The Editors Guild of India on Monday expressed shock at the “casual manner” in which editors of Kashmir-based publications are detained for their reporting or editorials. The Guild was mainly referring to the recent detention of the editor and a journalist from The Kashmir Walla.
The Indian Army had on January 30 filed a first information report against The Kashmir Walla’s Editor-in-Chief Fahad Shah and Assistant Editor Yashraj Sharma for a news report, published on January 27, about its personnel allegedly forcing a school in Shopian district to hold a Republic Day event.
In a statement, the Guild said that Shah was released after being detained for several hours. The statement said that it was the third time that Shah was detained for his writings. “His is not the only case,” it said. “There are scores of journalists who are experiencing this new normal where they can be hauled up by security forces for writing anything that goes contrary to the government narrative that peace has returned to the Valley.”
The Editors Guild of India demanded that the Jammu and Kashmir administration create circumstances where the media can report and express opinions without “any fear or favour”.
There have been several instances of action against other journalists from Jammu and Kashmir. On May 5, two photojournalists were allegedly assaulted by the police when protests began in Srinagar’s Nowhatta area.
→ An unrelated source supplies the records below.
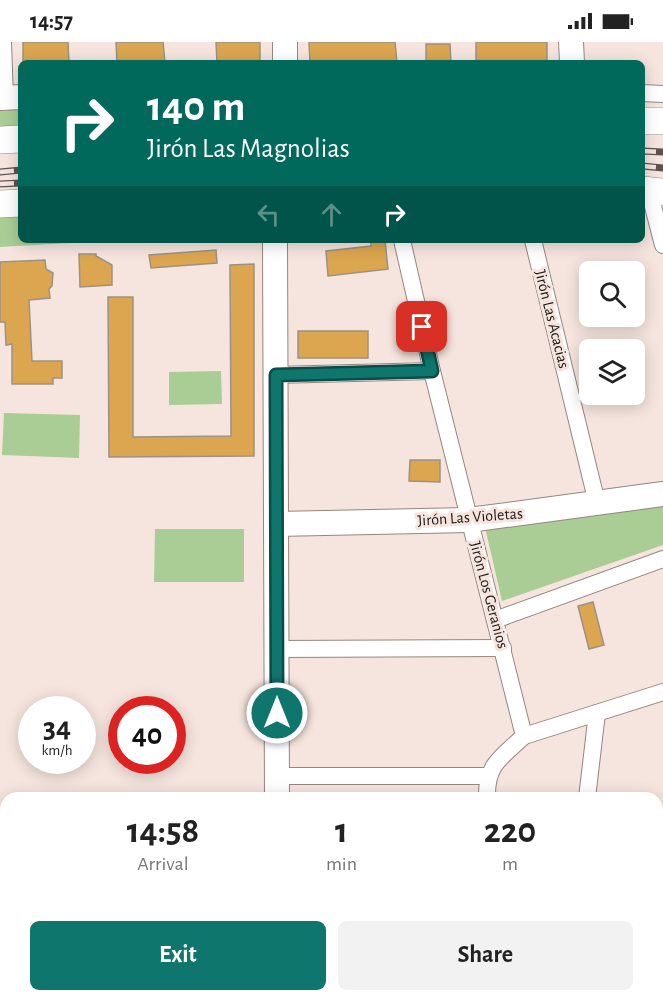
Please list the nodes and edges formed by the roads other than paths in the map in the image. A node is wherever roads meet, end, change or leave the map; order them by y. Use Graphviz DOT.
graph roads {
  1 [pos="3,42"];
  2 [pos="285,42"];
  3 [pos="572,42"];
  4 [pos="285,60"];
  5 [pos="572,60"];
  6 [pos="645,93"];
  7 [pos="663,94"];
  8 [pos="9,98"];
  9 [pos="645,121"];
  10 [pos="663,122"];
  11 [pos="18,140"];
  12 [pos="0,141"];
  13 [pos="651,191"];
  14 [pos="18,203"];
  15 [pos="0,204"];
  16 [pos="275,243"];
  17 [pos="403,243"];
  18 [pos="534,243"];
  19 [pos="663,245"];
  20 [pos="432,371"];
  21 [pos="276,375"];
  22 [pos="663,494"];
  23 [pos="597,503"];
  24 [pos="469,520"];
  25 [pos="276,524"];
  26 [pos="663,559"];
  27 [pos="495,620"];
  28 [pos="503,648"];
  29 [pos="277,650"];
  30 [pos="663,692"];
  31 [pos="597,714"];
  32 [pos="524,736"];
  33 [pos="488,776"];
  34 [pos="277,787"];
  35 [pos="487,792"];
  36 [pos="588,792"];
  1 -- 8 [label="street"];
  2 -- 4 [label="street"];
  3 -- 5 [label="street"];
  6 -- 7 [label="street"];
  9 -- 10 [label="main road"];
  11 -- 12 [label="main road"];
  13 -- 19 [label="street"];
  14 -- 15 [label="main road"];
  16 -- 21 [label="street"];
  17 -- 20 [label="street, Jirón Los Geranios"];
  18 -- 23 [label="street, Jirón Las Acacias"];
  20 -- 21 [label="street"];
  20 -- 24 [label="street, Jirón Los Geranios"];
  21 -- 25 [label="street"];
  22 -- 23 [label="street, Jirón Las Violetas"];
  23 -- 24 [label="street, Jirón Las Violetas"];
  24 -- 25 [label="street, Jirón Las Violetas"];
  24 -- 27 [label="street, Jirón Los Geranios"];
  25 -- 29 [label="street"];
  26 -- 27 [label="street"];
  27 -- 28 [label="street, Jirón Los Geranios"];
  28 -- 29 [label="street"];
  28 -- 32 [label="street, Jirón Los Geranios"];
  29 -- 34 [label="street"];
  30 -- 31 [label="street"];
  31 -- 32 [label="street"];
  31 -- 36 [label="street"];
  32 -- 33 [label="street"];
  33 -- 34 [label="street"];
  33 -- 35 [label="street"];
}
On April 18 last year, freelance photojournalist Masrat Zahra was charged under the stringent Unlawful Activities (Prevention) Act for her social media posts. Just three days later, the police filed a case against freelance journalist Gowhar Geelani for “unlawful activities” on social media.
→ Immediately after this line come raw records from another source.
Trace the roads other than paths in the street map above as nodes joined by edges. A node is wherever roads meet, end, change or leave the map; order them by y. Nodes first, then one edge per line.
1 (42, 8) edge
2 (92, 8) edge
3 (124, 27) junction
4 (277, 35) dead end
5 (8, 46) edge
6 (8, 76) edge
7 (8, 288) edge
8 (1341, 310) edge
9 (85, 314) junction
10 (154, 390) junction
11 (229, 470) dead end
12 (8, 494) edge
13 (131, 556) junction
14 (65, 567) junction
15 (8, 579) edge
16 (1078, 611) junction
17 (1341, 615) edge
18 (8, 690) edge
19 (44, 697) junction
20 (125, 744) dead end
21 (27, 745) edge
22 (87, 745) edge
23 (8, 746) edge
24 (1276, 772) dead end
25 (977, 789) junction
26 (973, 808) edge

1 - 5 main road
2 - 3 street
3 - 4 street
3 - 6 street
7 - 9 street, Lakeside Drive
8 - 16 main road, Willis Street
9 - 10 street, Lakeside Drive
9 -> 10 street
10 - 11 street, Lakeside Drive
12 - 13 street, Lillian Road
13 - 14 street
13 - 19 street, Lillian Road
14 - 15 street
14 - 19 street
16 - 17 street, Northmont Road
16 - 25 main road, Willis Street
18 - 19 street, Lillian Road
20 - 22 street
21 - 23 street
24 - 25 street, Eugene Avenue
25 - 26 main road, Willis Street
In the case against Shah and Sharma, an FIR was filed under Sections 153 (wantonly giving provocation with intent to cause riot) and 505 (statements conducing to public mischief) of the Indian Penal Code. The Army accused them of spreading fake news in the complaint. Besides them, the police had also named the website The Kashmiriyat for publishing a report on the same incident.
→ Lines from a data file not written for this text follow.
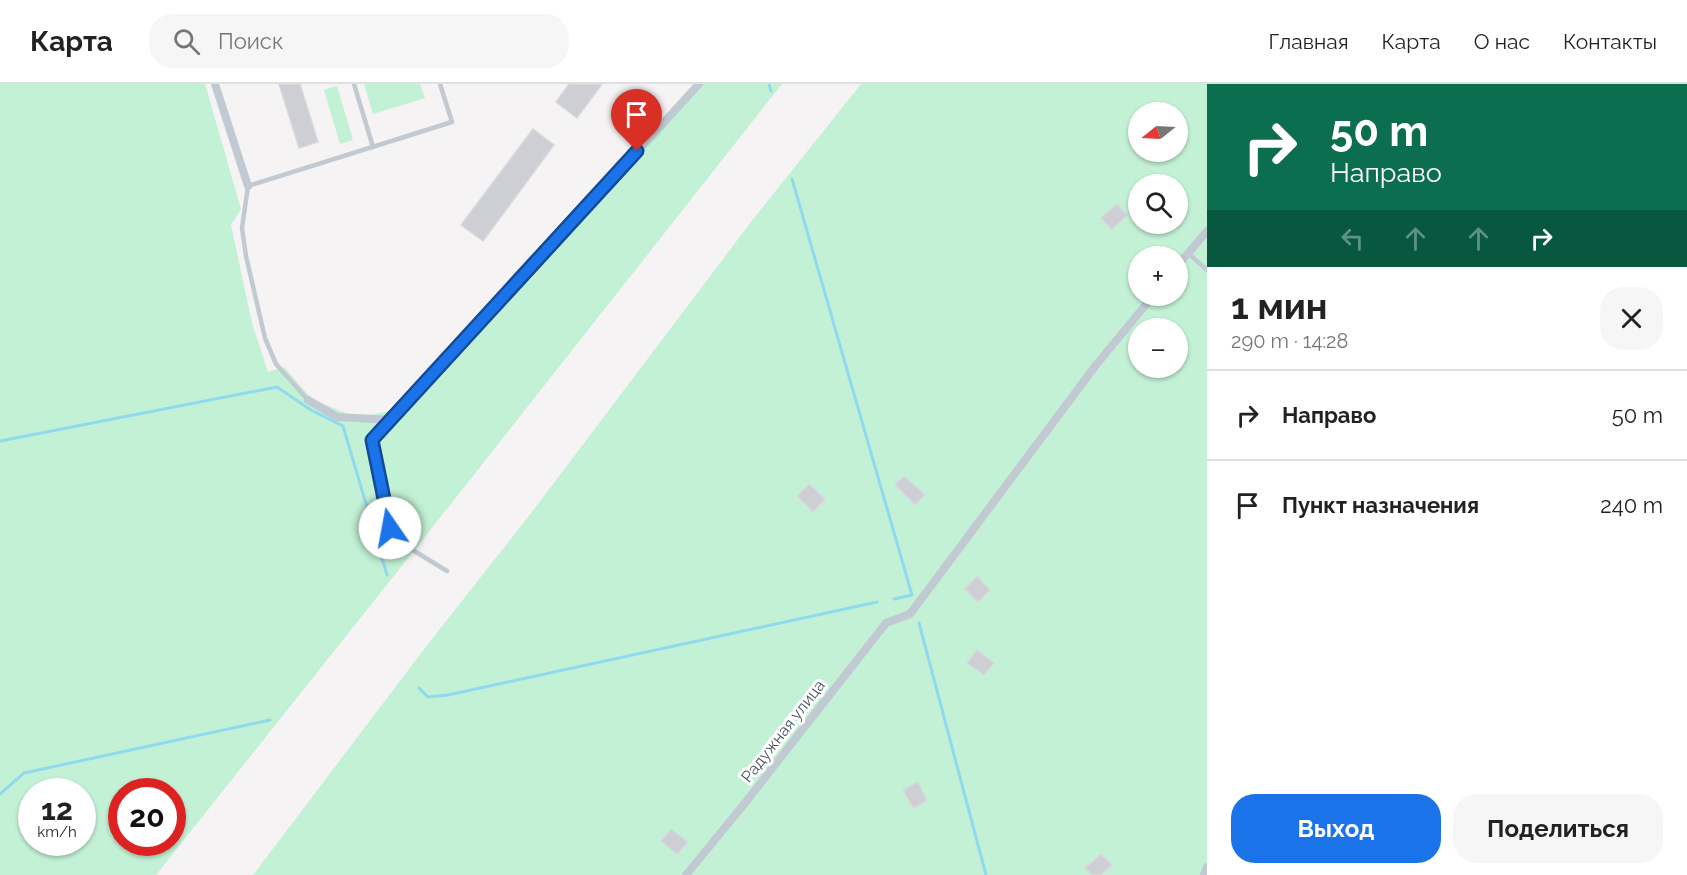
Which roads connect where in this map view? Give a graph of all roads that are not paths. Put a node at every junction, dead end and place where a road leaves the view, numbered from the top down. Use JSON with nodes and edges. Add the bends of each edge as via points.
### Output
{"nodes":[{"id":1,"x":215,"y":84,"type":"edge"},
{"id":2,"x":354,"y":84,"type":"edge"},
{"id":3,"x":440,"y":84,"type":"edge"},
{"id":4,"x":699,"y":84,"type":"edge"},
{"id":5,"x":373,"y":147,"type":"junction"},
{"id":6,"x":248,"y":186,"type":"junction"},
{"id":7,"x":1207,"y":231,"type":"edge"},
{"id":8,"x":1188,"y":253,"type":"joint"},
{"id":9,"x":1207,"y":270,"type":"edge"},
{"id":10,"x":1145,"y":306,"type":"edge"},
{"id":11,"x":308,"y":400,"type":"joint"},
{"id":12,"x":391,"y":420,"type":"junction"},
{"id":13,"x":447,"y":571,"type":"dead end"},
{"id":14,"x":1207,"y":867,"type":"edge"},
{"id":15,"x":686,"y":875,"type":"edge"},
{"id":16,"x":1204,"y":875,"type":"edge"}],
"edges":[{"from":1,"to":6,"type":"street"},
{"from":2,"to":5,"type":"lane"},
{"from":3,"to":5,"type":"lane","via":[[452,122]]},
{"from":4,"to":12,"type":"street"},
{"from":5,"to":6,"type":"lane"},
{"from":6,"to":11,"type":"lane","via":[[242,228],[265,338],[276,364]]},
{"from":7,"to":8,"type":"street"},
{"from":8,"to":9,"type":"lane"},
{"from":10,"to":15,"type":"street","name":"Радужная улица","via":[[1096,365],[910,614],[886,623]]},
{"from":11,"to":12,"type":"street","via":[[337,417]]},
{"from":12,"to":13,"type":"lane","via":[[372,440],[390,528],[406,546]]},
{"from":14,"to":16,"type":"street"}]}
Both websites published their articles on January 27, a day after a video of the Republic Day event at Jamia Siraj ul Uloom school was widely shared on social media. The school’s chairperson Mohammed Yusuf Mantoo had said that Army personnel of the 44 Rashtriya Rifles had been forcing them for a month to hold Republic Day celebrations. However, days before the FIR was filed, the school management put out a statement denying that they were forced to celebrate and had named both The Kashmir Walla and The Kashmiriyat.
In July, the police had summoned The Kashmir Walla’s editor-in-chief for coverage of a gunfight in the Nawakadal neighbourhood in downtown Srinagar on May 19. Two militants had been killed in the gunfight, and several houses were destroyed. This was the second time Shah was questioned on the same matter.